Interestingly, there’s almost no private benefit to a household that starts using an unimproved sanitation facility, which is the term for a toilet that doesn’t have a robust method for handling the resulting waste. Furthermore, improved sanitation facilities that are shared with other households also don’t contribute towards diarrhea prevalence reduction in those households.
Although both common sense and pragmatism have always indicated that sanitation initiatives are most successful when they’re a community-wide effort, it’s become clearer than ever that sanitation interventions cannot be left to the individual interest of each household. The extent of the positive externality is so great that every mechanism for incentivizing public-spirited behavior—shaming offenders, arousing communal feeling, appealing to altruism, and, if necessary, creating financial incentives—must be used to ensure that every person in a given village has access to a toilet.
That’s what happened in the village right next to Jitender’s.

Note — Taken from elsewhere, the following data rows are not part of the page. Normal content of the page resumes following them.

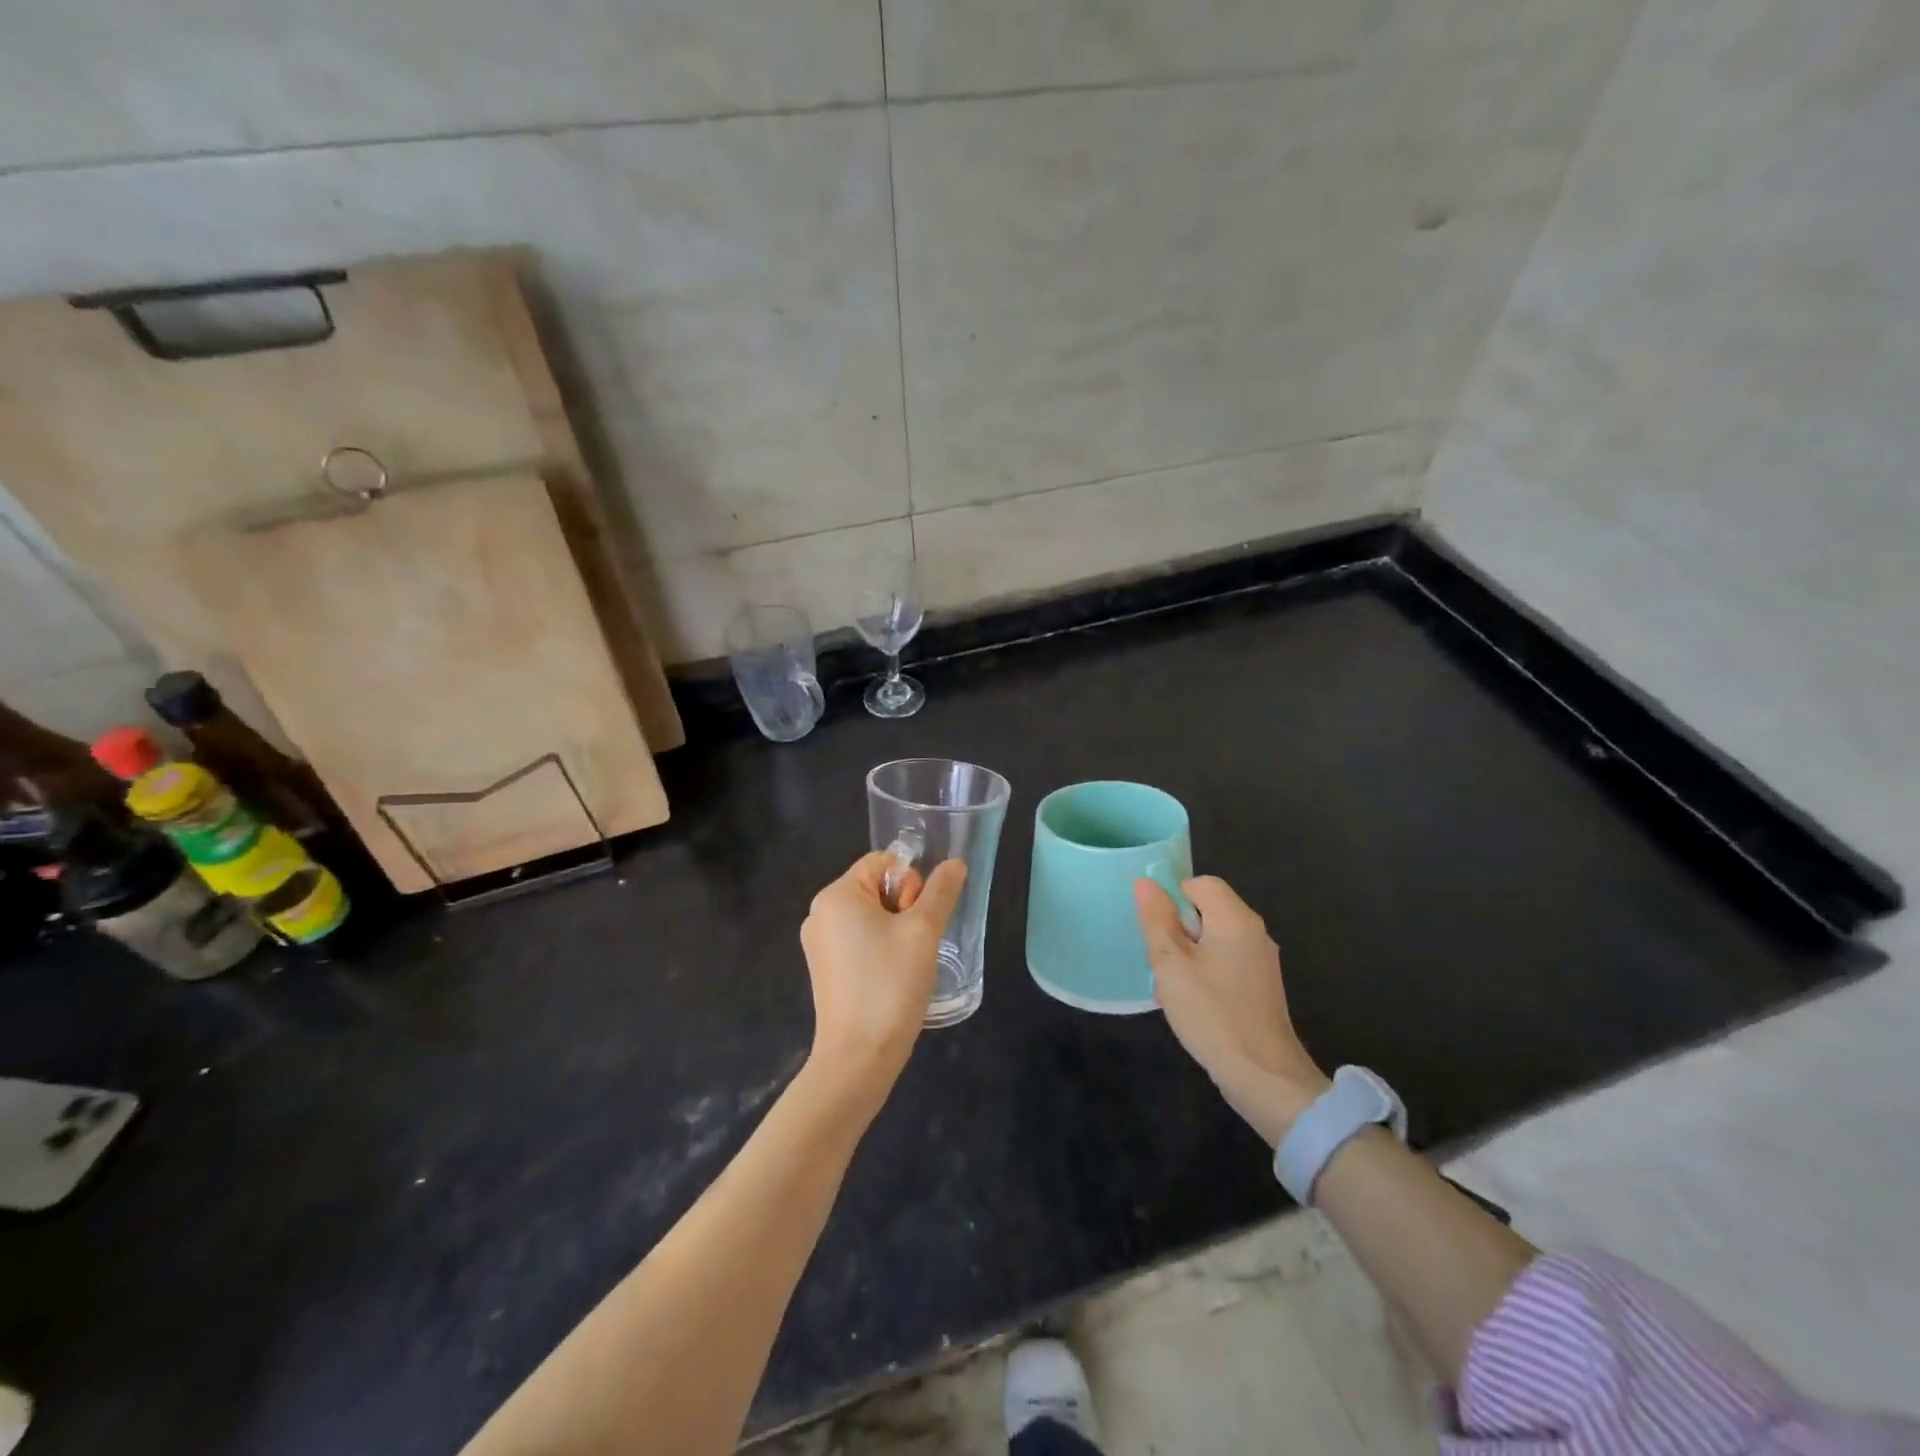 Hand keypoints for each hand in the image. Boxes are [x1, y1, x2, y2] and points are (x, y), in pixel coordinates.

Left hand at [801, 851, 967, 1087]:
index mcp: (836, 895)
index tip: (917, 917)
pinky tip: (892, 977)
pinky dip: (880, 949)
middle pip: (876, 887)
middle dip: (903, 907)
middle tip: (914, 943)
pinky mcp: (825, 969)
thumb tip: (954, 863)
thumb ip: (941, 892)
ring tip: (906, 963)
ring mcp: (819, 943)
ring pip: (870, 916)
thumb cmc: (890, 984)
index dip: (910, 882)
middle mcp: (820, 913)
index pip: (883, 862)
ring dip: (895, 930)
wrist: (858, 1057)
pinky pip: (859, 940)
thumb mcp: (923, 931)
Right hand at [1135, 876, 1329, 1146]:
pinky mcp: (1260, 987)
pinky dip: (1203, 972)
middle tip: (1158, 960)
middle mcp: (1254, 933)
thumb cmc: (1212, 1013)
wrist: (1263, 1077)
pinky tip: (1190, 1002)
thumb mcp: (1171, 964)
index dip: (1172, 896)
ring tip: (1169, 985)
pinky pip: (1224, 962)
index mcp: (1235, 919)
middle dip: (1176, 929)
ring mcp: (1261, 962)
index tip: (1154, 928)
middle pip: (1207, 910)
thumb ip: (1156, 920)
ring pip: (1213, 939)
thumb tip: (1145, 882)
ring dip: (1187, 954)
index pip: (1200, 884) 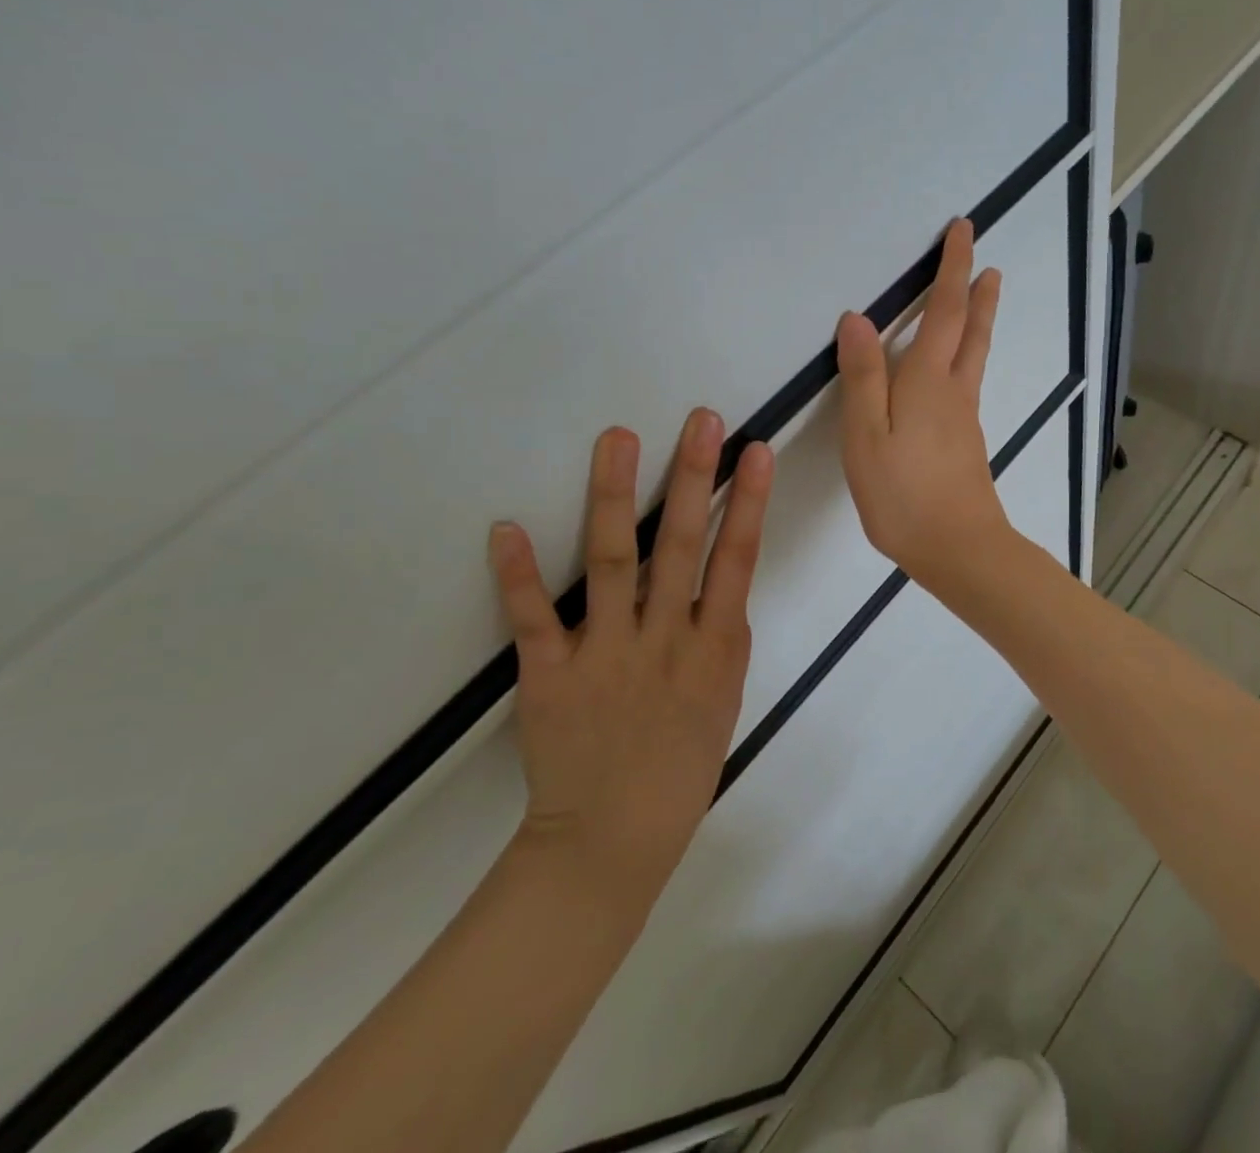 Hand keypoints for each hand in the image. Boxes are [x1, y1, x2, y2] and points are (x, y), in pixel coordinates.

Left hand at [487, 408, 773, 921]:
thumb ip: (720, 637)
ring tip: (618, 439)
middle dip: (693, 477)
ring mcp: (605, 653)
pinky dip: (518, 574)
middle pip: (682, 545)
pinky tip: (505, 527)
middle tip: (700, 419)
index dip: (748, 501)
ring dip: (615, 497)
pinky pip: (532, 620)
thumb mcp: (724, 698)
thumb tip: (718, 587)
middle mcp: (665, 639)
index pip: (737, 559)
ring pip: (613, 563)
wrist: (612, 839)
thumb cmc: (682, 767)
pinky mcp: (549, 675)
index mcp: (714, 648)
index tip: (753, 450)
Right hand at [836, 218, 1011, 587]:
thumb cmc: (904, 494)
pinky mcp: (966, 444)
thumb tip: (858, 319)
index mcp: (929, 382)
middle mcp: (955, 392)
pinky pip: (967, 385)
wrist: (959, 550)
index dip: (952, 269)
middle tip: (988, 264)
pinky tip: (954, 373)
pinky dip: (967, 358)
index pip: (944, 312)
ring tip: (982, 300)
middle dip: (977, 293)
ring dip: (978, 323)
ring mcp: (965, 420)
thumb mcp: (867, 436)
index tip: (964, 231)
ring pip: (974, 358)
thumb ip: (863, 378)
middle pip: (971, 332)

Here, the sanitation interventions were much more successful. Students took to heart the messages they learned in school and now they and their parents refuse to defecate in fields. Families won’t give their daughters in marriage to husbands that don’t have improved toilets. Toilets have become a status symbol. Those who are caught defecating in the open are mocked. In this village, Jitender’s cousin, Hari grows up tall and strong. When he becomes an adult, he travels to Lucknow to look for higher-paying work. When he moves into a shanty on the edge of a construction site, one of the first things he does is construct a proper toilet. For him, it’s a matter of pride, and, for his children, it’s a matter of success.